What to do - Your job is to return each record exactly, minus any pictures.
○ ○ ○ ○ ○ ○ ○
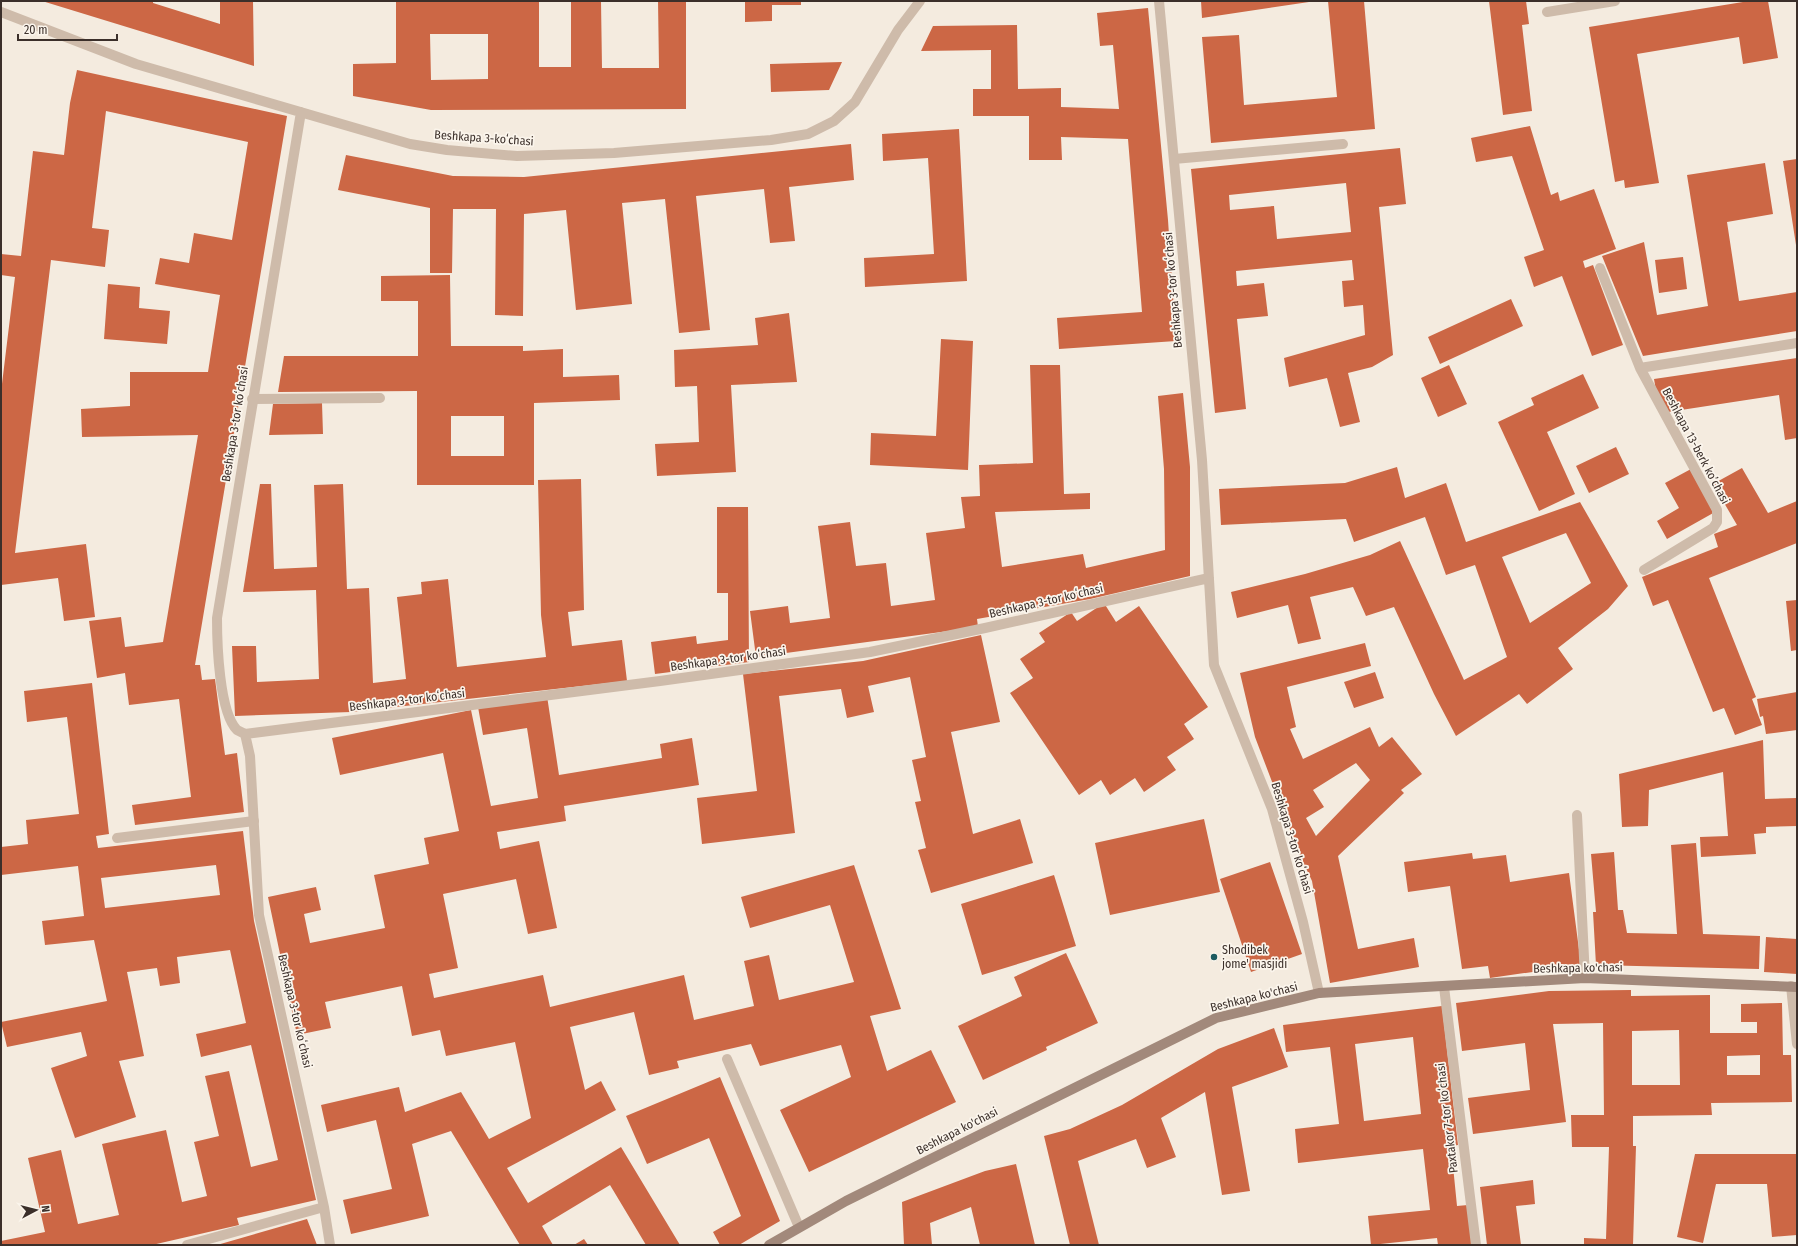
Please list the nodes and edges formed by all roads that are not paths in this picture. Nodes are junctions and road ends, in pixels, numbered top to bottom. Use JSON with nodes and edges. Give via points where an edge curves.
{"nodes":[{"id":1,"x":920,"y":1,"type":"edge"},
{"id":2,"x":1159,"y":1,"type":"edge"},
{"id":3,"x":1615,"y":1,"type":"edge"},
{"id":4,"x":1,"y":12,"type":"edge"},
{"id":5,"x":1547,"y":12,"type":"dead end"},
{"id":6,"x":300,"y":112,"type":"junction"},
{"id":7,"x":1343,"y":144,"type":"dead end"},
{"id":8,"x":1174,"y":159,"type":"junction"},
{"id":9,"x":1600,"y":268,"type":"dead end"},
{"id":10,"x":1797,"y":343,"type":"edge"},
{"id":11,"x":1640,"y":368,"type":"junction"},
{"id":12,"x":380,"y":398,"type":"dead end"},
{"id":13,"x":252,"y":399,"type":"junction"},
{"id":14,"x":1644,"y":570,"type":"dead end"},
{"id":15,"x":1209,"y":578,"type":"junction"},
{"id":16,"x":245,"y":734,"type":"junction"},
{"id":17,"x":1576,"y":815,"type":"dead end"},
{"id":18,"x":254,"y":821,"type":"junction"},
{"id":19,"x":117,"y":838,"type":"dead end"},
{"id":20,"x":1586,"y":978,"type":"junction"},
{"id":21,"x":1794,"y":986,"type":"edge"},
{"id":22,"x":1444,"y":987,"type":"junction"},
{"id":23,"x":1319,"y":994,"type":"junction"},
{"id":24,"x":1797,"y":1044,"type":"edge"},
{"id":25,"x":726,"y":1059,"type":"dead end"},
{"id":26,"x":324,"y":1207,"type":"junction"},
{"id":27,"x":799,"y":1227,"type":"junction"},
{"id":28,"x":187,"y":1245,"type":"edge"},
{"id":29,"x":330,"y":1245,"type":"edge"},
{"id":30,"x":770,"y":1245,"type":"edge"},
{"id":31,"x":1476,"y":1245,"type":"edge"}],
"edges":[{"from":1,"to":6,"type":"street","name":"Beshkapa 3-koʻchasi","via":[[898,30],[855,102],[834,121],[808,134],[771,140],[614,153],[517,156],[410,144]]},
{"from":2,"to":8,"type":"street","name":"Beshkapa 3-tor koʻchasi"},
{"from":3,"to":5,"type":"street"},
{"from":4,"to":6,"type":"street","name":"Beshkapa 3-koʻchasi","via":[[136,64]]},
{"from":6,"to":13,"type":"street","name":"Beshkapa 3-tor koʻchasi"},
{"from":7,"to":8,"type":"street"},
{"from":8,"to":15,"type":"street","name":"Beshkapa 3-tor koʻchasi","via":[[1202,460]]},
{"from":9,"to":11,"type":"street","name":"Beshkapa 13-berk koʼchasi"},
{"from":10,"to":11,"type":"street"},
{"from":11,"to":14,"type":"street","name":"Beshkapa 13-berk koʼchasi","via":[[1717,510],[1717,522],[1713,528]]},
{"from":12,"to":13,"type":"street"},
{"from":13,"to":16,"type":"street","name":"Beshkapa 3-tor koʻchasi","via":[[217,618],[217,661],[224,697],[229,717],[237,730]]},
{"from":15,"to":16,"type":"street","name":"Beshkapa 3-tor koʻchasi","via":[[870,652]]},
{"from":15,"to":23,"type":"street","name":"Beshkapa 3-tor koʻchasi","via":[[1214,665],[1272,810],[1303,922]]},
{"from":16,"to":18,"type":"street","name":"Beshkapa 3-tor koʻchasi","via":[[250,756]]},
{"from":17,"to":20,"type":"street"},
{"from":18,"to":19,"type":"street"},
{"from":18,"to":26,"type":"street","name":"Beshkapa 3-tor koʻchasi","via":[[259,915]]},
{"from":20,"to":21,"type":"street","name":"Beshkapa ko'chasi"},
{"from":20,"to":22,"type":"street","name":"Beshkapa ko'chasi"},
{"from":21,"to":24,"type":"street"},
{"from":22,"to":23,"type":"street","name":"Beshkapa ko'chasi"},
{"from":22,"to":31,"type":"street","name":"Paxtakor 7-tor koʻchasi"},
{"from":23,"to":27,"type":"street","name":"Beshkapa ko'chasi","via":[[1216,1018]]},
{"from":25,"to":27,"type":"street"},
{"from":26,"to":28,"type":"street"},
{"from":26,"to":29,"type":"street","name":"Beshkapa 3-tor koʻchasi"},
{"from":27,"to":30,"type":"street","name":"Beshkapa ko'chasi"}]}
○ ○ ○ ○ ○ ○ ○
Final answer -
Please list the nodes and edges formed by all roads that are not paths in this picture. Nodes are junctions and road ends, in pixels, numbered top to bottom. Use JSON with nodes and edges. Give via points where an edge curves.
{"nodes":[{"id":1,"x":920,"y":1,"type":"edge"},
{"id":2,"x":1159,"y":1,"type":"edge"},
{"id":3,"x":1615,"y":1,"type":"edge"},
{"id":4,"x":1,"y":12,"type":"edge"},
{"id":5,"x":1547,"y":12,"type":"dead end"},
{"id":6,"x":300,"y":112,"type":"junction"},
{"id":7,"x":1343,"y":144,"type":"dead end"},
{"id":8,"x":1174,"y":159,"type":"junction"},
{"id":9,"x":1600,"y":268,"type":"dead end"},
{"id":10,"x":1797,"y":343,"type":"edge"},
{"id":11,"x":1640,"y":368,"type":"junction"},
{"id":12,"x":380,"y":398,"type":"dead end"},
{"id":13,"x":252,"y":399,"type":"junction"},
{"id":14,"x":1644,"y":570,"type":"dead end"},
{"id":15,"x":1209,"y":578,"type":"junction"},
{"id":16,"x":245,"y":734,"type":"junction"},
{"id":17,"x":1576,"y":815,"type":"dead end"},
{"id":18,"x":254,"y":821,"type":"junction"},
{"id":19,"x":117,"y":838,"type":"dead end"},
{"id":20,"x":1586,"y":978,"type":"junction"},
{"id":21,"x":1794,"y":986,"type":"edge"},
{"id":22,"x":1444,"y":987,"type":"junction"},
{"id":23,"x":1319,"y":994,"type":"junction"},
{"id":24,"x":1797,"y":1044,"type":"edge"},
{"id":25,"x":726,"y":1059,"type":"dead end"},
{"id":26,"x":324,"y":1207,"type":"junction"},
{"id":27,"x":799,"y":1227,"type":"junction"},
{"id":28,"x":187,"y":1245,"type":"edge"},
{"id":29,"x":330,"y":1245,"type":"edge"},
{"id":30,"x":770,"y":1245,"type":"edge"},
{"id":31,"x":1476,"y":1245,"type":"edge"}],
"edges":[{"from":1,"to":6,"type":"street","name":"Beshkapa 3-koʻchasi","via":[[898,30],[855,102],[834,121],[808,134],[771,140],[614,153],[517,156],[410,144]]},
{"from":2,"to":8,"type":"street","name":"Beshkapa 3-tor koʻchasi"},
{"from":3,"to":5,"type":"street"},
{"from":4,"to":6,"type":"street","name":"Beshkapa 3-koʻchasi","via":[[136,64]]},
{"from":6,"to":13,"type":"street","name":"Beshkapa 3-tor koʻchasi"},
{"from":7,"to":8,"type":"street"},
{"from":8,"to":15,"type":"street","name":"Beshkapa 3-tor koʻchasi","via":[[1202,460]]},
{"from":9,"to":11,"type":"street","name":"Beshkapa 13-berk koʼchasi"},
{"from":10,"to":11,"type":"street"},
{"from":11,"to":14,"type":"street","name":"Beshkapa 13-berk koʼchasi","via":[[1717,510],[1717,522],[1713,528]]},
{"from":12,"to":13,"type":"street"},
{"from":13,"to":16,"type":"street","name":"Beshkapa 3-tor koʻchasi","via":[[217,618],[217,661],[224,697],[229,717],[237,730]]},
{"from":15,"to":16,"type":"street","name":"Beshkapa 3-tor koʻchasi","via":[[870,652]]},
{"from":15,"to":23,"type":"street","name":"Beshkapa 3-tor koʻchasi","via":[[1214,665],[1272,810],[1303,922]]},
{"from":16,"to":18,"type":"street","name":"Beshkapa 3-tor koʻchasi","via":[[250,756]]},
{"from":17,"to":20,"type":"street"},
{"from":18,"to":19,"type":"street"},
{"from":18,"to":26,"type":"street","name":"Beshkapa 3-tor koʻchasi","via":[[259,915]]},
{"from":20,"to":21,"type":"street","name":"Beshkapa ko'chasi"},
{"from":20,"to":22,"type":"street","name":"Beshkapa ko'chasi"},
{"from":21,"to":24,"type":"street"},
{"from":22,"to":23,"type":"street","name":"Beshkapa ko'chasi"},
{"from":22,"to":31,"type":"street","name":"Paxtakor 7-tor koʻchasi"},
{"from":23,"to":27,"type":"street","name":"Beshkapa ko'chasi","via":[[1216,1018]]},
{"from":25,"to":27,"type":"street"},
{"from":26,"to":28,"type":"street"},
{"from":26,"to":29,"type":"street","name":"Beshkapa 3-tor koʻchasi"},
{"from":27,"to":30,"type":"street","name":"Beshkapa ko'chasi"}]}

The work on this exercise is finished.